*Directions for this task*.
Please return every line of the records below that holds the word "lane".

[Stored items]
--------------------------------
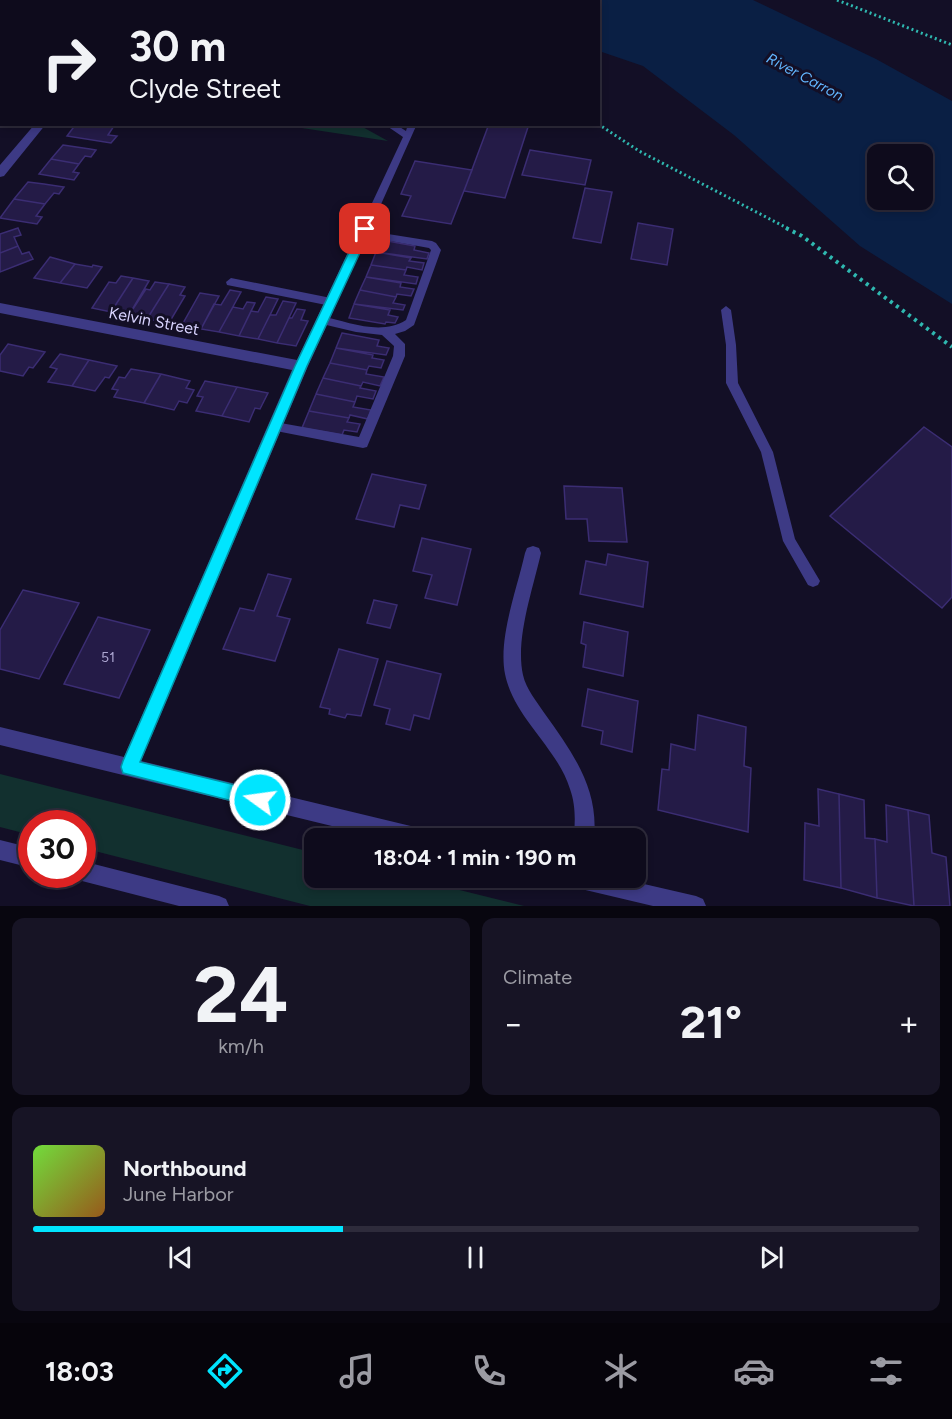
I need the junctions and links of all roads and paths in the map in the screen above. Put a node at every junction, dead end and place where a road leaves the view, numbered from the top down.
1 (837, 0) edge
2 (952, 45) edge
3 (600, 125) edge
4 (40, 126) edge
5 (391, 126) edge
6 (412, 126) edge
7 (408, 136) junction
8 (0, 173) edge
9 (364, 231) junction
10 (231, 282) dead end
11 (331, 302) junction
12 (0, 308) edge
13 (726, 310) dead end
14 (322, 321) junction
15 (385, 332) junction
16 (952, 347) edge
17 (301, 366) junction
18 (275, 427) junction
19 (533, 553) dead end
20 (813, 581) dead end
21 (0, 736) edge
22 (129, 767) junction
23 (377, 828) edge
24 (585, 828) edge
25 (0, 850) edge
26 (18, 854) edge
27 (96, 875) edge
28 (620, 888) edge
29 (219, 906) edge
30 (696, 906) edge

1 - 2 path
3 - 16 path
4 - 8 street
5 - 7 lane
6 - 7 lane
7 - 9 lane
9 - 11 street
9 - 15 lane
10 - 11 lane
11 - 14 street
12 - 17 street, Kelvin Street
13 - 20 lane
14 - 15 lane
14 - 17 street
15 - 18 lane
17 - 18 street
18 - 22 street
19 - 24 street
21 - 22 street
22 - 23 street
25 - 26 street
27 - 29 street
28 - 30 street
--------------------------------
*Task response*.
5 - 7 lane
6 - 7 lane
7 - 9 lane
9 - 15 lane
10 - 11 lane
13 - 20 lane
14 - 15 lane
15 - 18 lane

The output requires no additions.